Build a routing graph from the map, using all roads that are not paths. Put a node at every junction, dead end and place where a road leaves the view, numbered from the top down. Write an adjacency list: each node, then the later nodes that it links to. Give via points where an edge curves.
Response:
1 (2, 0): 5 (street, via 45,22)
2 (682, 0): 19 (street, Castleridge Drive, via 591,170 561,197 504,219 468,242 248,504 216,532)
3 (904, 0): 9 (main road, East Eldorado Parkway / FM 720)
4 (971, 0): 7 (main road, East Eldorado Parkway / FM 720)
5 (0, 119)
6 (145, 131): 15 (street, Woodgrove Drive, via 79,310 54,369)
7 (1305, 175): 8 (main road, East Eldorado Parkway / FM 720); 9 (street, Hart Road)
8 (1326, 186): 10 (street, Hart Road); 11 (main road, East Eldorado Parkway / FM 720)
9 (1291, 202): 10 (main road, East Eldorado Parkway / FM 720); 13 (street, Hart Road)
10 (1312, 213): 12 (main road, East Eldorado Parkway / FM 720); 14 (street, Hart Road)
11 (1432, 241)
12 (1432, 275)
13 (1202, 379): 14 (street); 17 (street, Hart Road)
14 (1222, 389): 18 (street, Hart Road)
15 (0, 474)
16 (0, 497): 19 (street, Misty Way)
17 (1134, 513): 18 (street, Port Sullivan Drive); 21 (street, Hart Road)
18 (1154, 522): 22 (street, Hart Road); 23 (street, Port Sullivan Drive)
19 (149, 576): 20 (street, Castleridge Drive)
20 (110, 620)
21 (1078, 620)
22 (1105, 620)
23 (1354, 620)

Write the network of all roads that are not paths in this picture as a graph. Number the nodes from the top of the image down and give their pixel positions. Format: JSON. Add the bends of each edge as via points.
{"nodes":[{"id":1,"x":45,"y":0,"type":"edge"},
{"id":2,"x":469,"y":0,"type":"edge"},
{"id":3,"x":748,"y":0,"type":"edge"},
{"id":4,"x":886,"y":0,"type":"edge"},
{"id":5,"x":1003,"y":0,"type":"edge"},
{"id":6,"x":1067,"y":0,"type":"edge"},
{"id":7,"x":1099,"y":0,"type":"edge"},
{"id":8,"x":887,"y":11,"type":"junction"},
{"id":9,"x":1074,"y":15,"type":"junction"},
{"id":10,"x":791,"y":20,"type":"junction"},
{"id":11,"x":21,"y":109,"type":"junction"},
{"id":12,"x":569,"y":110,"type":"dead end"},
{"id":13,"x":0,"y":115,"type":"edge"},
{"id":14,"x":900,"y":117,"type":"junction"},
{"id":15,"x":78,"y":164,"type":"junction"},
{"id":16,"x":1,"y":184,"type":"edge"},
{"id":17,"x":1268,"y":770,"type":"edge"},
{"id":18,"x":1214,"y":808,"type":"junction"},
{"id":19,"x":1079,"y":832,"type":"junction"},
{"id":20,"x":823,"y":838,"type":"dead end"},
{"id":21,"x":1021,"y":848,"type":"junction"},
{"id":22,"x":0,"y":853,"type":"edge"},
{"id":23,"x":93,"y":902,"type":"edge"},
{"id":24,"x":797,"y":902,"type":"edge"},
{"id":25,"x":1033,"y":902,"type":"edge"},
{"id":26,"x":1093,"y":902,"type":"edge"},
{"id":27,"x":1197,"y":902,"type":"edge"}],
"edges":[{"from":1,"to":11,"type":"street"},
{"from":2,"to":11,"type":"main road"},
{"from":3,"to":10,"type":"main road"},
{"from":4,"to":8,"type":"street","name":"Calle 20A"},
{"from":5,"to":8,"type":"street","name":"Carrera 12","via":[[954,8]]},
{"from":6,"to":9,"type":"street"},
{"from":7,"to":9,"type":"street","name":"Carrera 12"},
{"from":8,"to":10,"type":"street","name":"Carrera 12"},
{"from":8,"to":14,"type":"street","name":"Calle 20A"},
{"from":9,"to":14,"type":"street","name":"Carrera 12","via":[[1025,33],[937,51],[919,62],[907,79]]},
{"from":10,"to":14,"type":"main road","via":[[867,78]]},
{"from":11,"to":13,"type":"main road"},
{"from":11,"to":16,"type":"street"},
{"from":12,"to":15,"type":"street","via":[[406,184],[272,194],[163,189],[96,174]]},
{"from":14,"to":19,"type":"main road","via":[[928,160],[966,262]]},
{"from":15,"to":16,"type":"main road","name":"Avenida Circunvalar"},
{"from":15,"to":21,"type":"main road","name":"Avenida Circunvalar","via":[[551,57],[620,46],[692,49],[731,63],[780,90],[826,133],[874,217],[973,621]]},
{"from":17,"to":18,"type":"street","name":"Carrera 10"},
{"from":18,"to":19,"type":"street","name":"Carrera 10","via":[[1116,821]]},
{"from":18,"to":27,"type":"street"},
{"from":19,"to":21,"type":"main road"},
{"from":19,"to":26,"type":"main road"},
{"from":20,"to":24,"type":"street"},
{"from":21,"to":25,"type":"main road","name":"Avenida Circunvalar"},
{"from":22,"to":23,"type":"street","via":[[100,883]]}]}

YOUR INSTRUCTIONS
With the records above in view, retype each one exactly.

TASK SOLUTION
Build a routing graph from the map, using all roads that are not paths. Put a node at every junction, dead end and place where a road leaves the view, numbered from the top down. Write an adjacency list: each node, then the later nodes that it links to. Give via points where an edge curves.
Response:
1 (2, 0): 5 (street, via 45,22)
2 (682, 0): 19 (street, Castleridge Drive, via 591,170 561,197 504,219 468,242 248,504 216,532)
3 (904, 0): 9 (main road, East Eldorado Parkway / FM 720)
4 (971, 0): 7 (main road, East Eldorado Parkway / FM 720)
5 (0, 119)
6 (145, 131): 15 (street, Woodgrove Drive, via 79,310 54,369)
7 (1305, 175): 8 (main road, East Eldorado Parkway / FM 720); 9 (street, Hart Road)
8 (1326, 186): 10 (street, Hart Road); 11 (main road, East Eldorado Parkway / FM 720)
9 (1291, 202): 10 (main road, East Eldorado Parkway / FM 720); 13 (street, Hart Road)
10 (1312, 213): 12 (main road, East Eldorado Parkway / FM 720); 14 (street, Hart Road)
11 (1432, 241)
12 (1432, 275)
13 (1202, 379): 14 (street); 17 (street, Hart Road)
14 (1222, 389): 18 (street, Hart Road)
15 (0, 474)
16 (0, 497): 19 (street, Misty Way)
17 (1134, 513): 18 (street, Port Sullivan Drive); 21 (street, Hart Road)
18 (1154, 522): 22 (street, Hart Road); 23 (street, Port Sullivan Drive)
19 (149, 576): 20 (street, Castleridge Drive)
20 (110, 620)
21 (1078, 620)
22 (1105, 620)
23 (1354, 620)

Write the network of all roads that are not paths in this picture as a graph. Number the nodes from the top of the image down and give their pixel positions. Format: JSON. Add the bends of each edge as via points.
{"nodes":[{"id":1,"x":45,"y":0,"type":"edge"},
{"id":2,"x":469,"y":0,"type":"edge"},
{"id":3,"x":748,"y":0,"type":"edge"},
{"id":4,"x":886,"y":0,"type":"edge"},
{"id":5,"x":1003,"y":0,"type":"edge"},
{"id":6,"x":1067,"y":0,"type":"edge"},
{"id":7,"x":1099,"y":0,"type":"edge"},
{"id":8,"x":887,"y":11,"type":"junction"},
{"id":9,"x":1074,"y":15,"type":"junction"},
{"id":10,"x":791,"y":20,"type":"junction"},
{"id":11,"x":21,"y":109,"type":"junction"},
{"id":12,"x":569,"y":110,"type":"dead end"},
{"id":13,"x":0,"y":115,"type":"edge"},
{"id":14,"x":900,"y":117,"type":"junction"},
{"id":15,"x":78,"y":164,"type":"junction"},
{"id":16,"x":1,"y":184,"type":"edge"},
{"id":17,"x":1268,"y":770,"type":"edge"},
{"id":18,"x":1214,"y":808,"type":"junction"},
{"id":19,"x":1079,"y":832,"type":"junction"},
{"id":20,"x":823,"y":838,"type":"dead end"},
{"id":21,"x":1021,"y":848,"type":"junction"},
{"id":22,"x":0,"y":853,"type":"edge"},
{"id":23,"x":93,"y":902,"type":"edge"},
{"id":24,"x":797,"y":902,"type":"edge"},
{"id":25,"x":1033,"y":902,"type":"edge"},
{"id":26,"x":1093,"y":902,"type":"edge"},
{"id":27,"x":1197,"y":902,"type":"edge"}],
"edges":[{"from":1,"to":11,"type":"street"},
{"from":2,"to":11,"type":"main road"},
{"from":3,"to":10,"type":"main road"},
{"from":4,"to":8,"type":"street","name":"Calle 20A"},
{"from":5,"to":8,"type":"street","name":"Carrera 12","via":[[954,8]]},
{"from":6,"to":9,"type":"street"},
{"from":7,"to":9,"type":"street","name":"Carrera 12"},
{"from":8,"to":10,"type":"street","name":"Carrera 12"},
{"from":8,"to":14,"type":"street","name":"Calle 20A"},
{"from":9,"to":14,"type":"street","name":"Carrera 12","via":[[1025,33],[937,51],[919,62],[907,79]]},
{"from":10,"to":14,"type":"main road","via":[[867,78]]},
{"from":11,"to":13,"type":"main road"},
{"from":11,"to":16,"type":"street"},
{"from":12,"to":15,"type":"street","via":[[406,184],[272,194],[163,189],[96,174]]},
{"from":14,"to":19,"type":"main road","via":[[928,160],[966,262]]},
{"from":15,"to":16,"type":"main road","name":"Avenida Circunvalar"},
{"from":15,"to":21,"type":"main road","name":"Avenida Circunvalar","via":[[551,57],[620,46],[692,49],[731,63],[780,90],[826,133],[874,217],[973,621]]},
{"from":17,"to":18,"type":"street","name":"Carrera 10"},
{"from":18,"to":19,"type":"street","name":"Carrera 10","via":[[1116,821]]},
{"from":18,"to":27,"type":"street"},
{"from":19,"to":21,"type":"main road"},
{"from":19,"to":26,"type":"main road"},
{"from":20,"to":24,"type":"street"},
{"from":21,"to":25,"type":"main road","name":"Avenida Circunvalar"},
{"from":22,"to":23,"type":"street","via":[[100,883]]}]}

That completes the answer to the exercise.